> **ENTRIES PROVIDED**:

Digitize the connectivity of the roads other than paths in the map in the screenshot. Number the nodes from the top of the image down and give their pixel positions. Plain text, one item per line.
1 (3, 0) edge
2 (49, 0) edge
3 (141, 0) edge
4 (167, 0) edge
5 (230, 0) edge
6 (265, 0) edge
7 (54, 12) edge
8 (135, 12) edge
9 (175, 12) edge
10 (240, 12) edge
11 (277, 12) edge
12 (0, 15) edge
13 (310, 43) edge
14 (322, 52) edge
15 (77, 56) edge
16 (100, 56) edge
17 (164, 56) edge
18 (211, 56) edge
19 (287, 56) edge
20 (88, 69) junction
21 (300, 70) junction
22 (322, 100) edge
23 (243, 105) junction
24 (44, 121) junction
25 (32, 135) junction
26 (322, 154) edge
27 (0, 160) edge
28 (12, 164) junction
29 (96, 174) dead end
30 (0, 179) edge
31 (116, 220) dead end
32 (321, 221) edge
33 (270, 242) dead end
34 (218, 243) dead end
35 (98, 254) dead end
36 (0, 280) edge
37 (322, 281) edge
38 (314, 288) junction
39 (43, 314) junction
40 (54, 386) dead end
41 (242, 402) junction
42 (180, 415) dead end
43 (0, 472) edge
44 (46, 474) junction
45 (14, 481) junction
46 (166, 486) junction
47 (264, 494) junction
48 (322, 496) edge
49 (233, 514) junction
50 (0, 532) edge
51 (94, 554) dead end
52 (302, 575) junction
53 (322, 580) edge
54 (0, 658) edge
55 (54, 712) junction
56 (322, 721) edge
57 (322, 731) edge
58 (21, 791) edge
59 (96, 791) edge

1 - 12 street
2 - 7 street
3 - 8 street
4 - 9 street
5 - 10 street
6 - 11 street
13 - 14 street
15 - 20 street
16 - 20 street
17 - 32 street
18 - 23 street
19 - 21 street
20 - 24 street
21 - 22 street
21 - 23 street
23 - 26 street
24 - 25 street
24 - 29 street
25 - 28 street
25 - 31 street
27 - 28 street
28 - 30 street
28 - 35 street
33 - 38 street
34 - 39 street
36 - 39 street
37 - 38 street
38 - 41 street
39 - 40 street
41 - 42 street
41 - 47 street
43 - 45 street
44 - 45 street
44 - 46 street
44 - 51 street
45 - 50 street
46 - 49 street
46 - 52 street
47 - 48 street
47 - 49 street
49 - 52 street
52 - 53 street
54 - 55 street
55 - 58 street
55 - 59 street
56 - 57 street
---
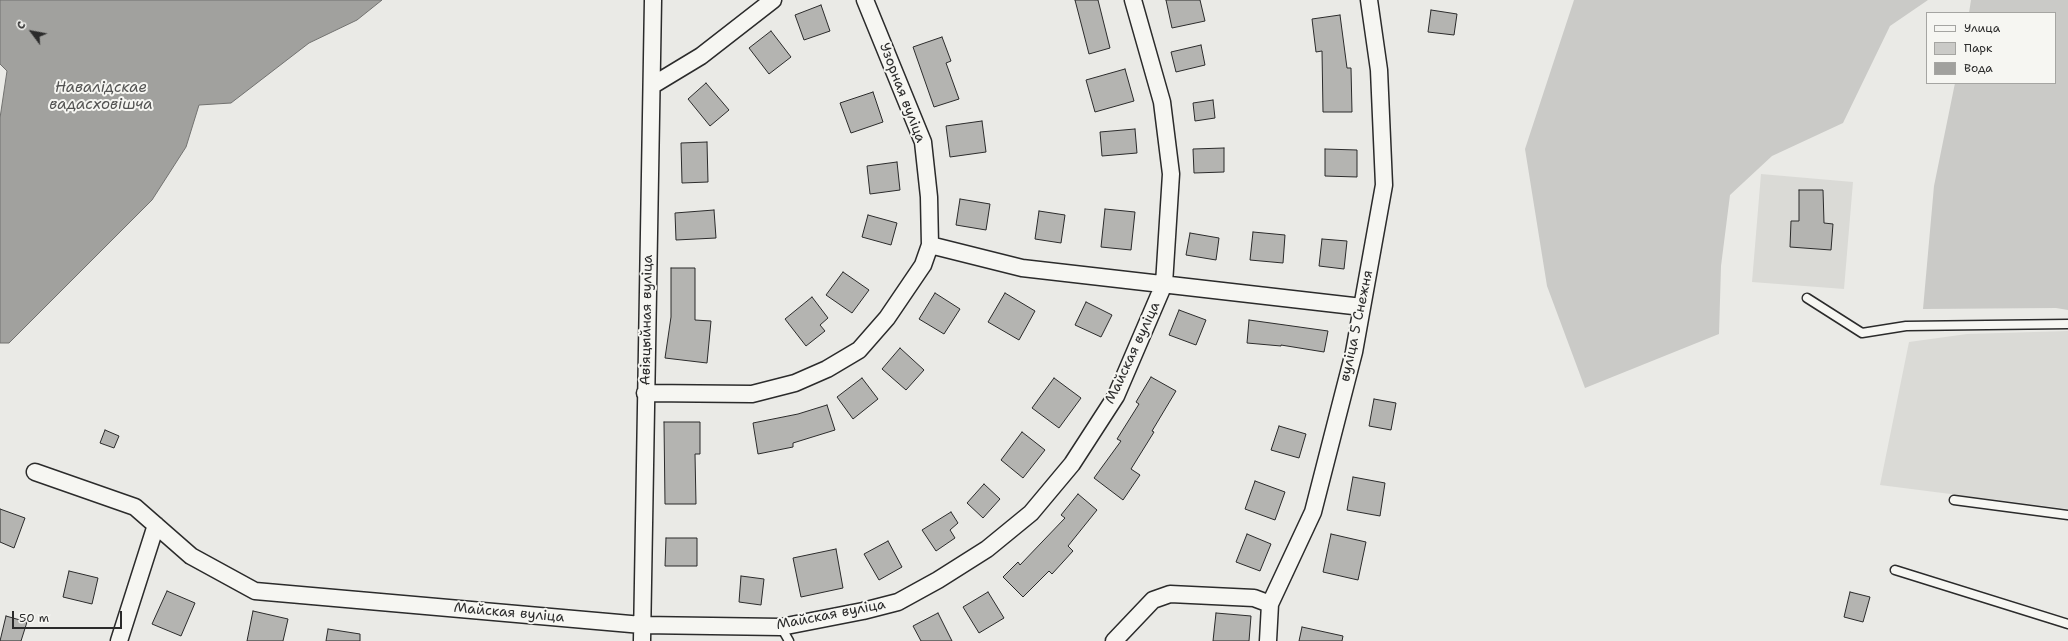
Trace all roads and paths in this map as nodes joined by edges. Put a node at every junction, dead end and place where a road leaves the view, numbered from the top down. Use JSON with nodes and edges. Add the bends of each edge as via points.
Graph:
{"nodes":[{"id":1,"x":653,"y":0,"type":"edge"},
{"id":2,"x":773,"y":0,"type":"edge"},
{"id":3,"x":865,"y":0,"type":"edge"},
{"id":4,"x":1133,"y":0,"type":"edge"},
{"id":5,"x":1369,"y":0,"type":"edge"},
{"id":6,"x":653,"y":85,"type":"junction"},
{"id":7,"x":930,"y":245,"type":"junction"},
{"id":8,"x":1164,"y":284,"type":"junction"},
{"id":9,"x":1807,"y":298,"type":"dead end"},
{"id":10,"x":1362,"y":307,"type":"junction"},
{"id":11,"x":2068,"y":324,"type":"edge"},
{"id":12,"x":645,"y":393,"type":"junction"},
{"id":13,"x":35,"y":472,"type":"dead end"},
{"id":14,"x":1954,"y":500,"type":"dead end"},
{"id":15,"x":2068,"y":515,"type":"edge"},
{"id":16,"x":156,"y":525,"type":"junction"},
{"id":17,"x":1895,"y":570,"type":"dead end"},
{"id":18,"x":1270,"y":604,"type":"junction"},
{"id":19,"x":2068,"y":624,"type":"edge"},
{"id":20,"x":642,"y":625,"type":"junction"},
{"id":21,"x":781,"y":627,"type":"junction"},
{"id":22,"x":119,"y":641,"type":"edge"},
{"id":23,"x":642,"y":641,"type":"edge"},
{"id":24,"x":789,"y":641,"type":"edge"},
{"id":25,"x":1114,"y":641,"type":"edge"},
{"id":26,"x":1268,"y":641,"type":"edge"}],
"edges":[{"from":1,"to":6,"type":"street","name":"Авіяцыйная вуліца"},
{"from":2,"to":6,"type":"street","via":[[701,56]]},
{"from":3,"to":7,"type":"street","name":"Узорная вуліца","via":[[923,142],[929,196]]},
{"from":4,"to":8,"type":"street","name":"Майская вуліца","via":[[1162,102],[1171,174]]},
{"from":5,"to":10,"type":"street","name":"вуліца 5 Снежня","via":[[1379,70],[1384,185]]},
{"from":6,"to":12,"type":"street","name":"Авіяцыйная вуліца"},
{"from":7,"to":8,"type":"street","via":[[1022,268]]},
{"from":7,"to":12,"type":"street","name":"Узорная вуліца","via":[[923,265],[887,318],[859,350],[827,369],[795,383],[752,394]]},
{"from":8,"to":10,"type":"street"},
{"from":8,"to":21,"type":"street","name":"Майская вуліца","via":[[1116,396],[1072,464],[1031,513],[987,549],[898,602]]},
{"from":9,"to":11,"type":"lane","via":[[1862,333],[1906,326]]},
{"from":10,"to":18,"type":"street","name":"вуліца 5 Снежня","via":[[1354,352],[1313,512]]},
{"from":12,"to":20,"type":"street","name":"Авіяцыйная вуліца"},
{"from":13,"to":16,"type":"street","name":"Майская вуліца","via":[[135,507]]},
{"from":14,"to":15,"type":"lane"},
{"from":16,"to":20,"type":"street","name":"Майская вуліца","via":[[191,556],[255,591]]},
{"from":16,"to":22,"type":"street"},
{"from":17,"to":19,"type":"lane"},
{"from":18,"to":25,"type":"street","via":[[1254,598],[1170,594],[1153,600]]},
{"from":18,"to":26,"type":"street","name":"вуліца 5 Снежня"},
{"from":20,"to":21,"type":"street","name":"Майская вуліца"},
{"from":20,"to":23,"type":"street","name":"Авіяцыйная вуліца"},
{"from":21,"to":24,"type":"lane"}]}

> **EXERCISE DESCRIPTION**:
Only lines holding the word "Снежня" belong in the answer; copy all of them from the records.

> **ANSWER BELOW**:
{"from":5,"to":10,"type":"street","name":"вуліца 5 Снежня","via":[[1379,70],[1384,185]]},
{"from":10,"to":18,"type":"street","name":"вуліца 5 Снежня","via":[[1354,352],[1313,512]]},
{"from":18,"to":26,"type":"street","name":"вуліца 5 Снежня"},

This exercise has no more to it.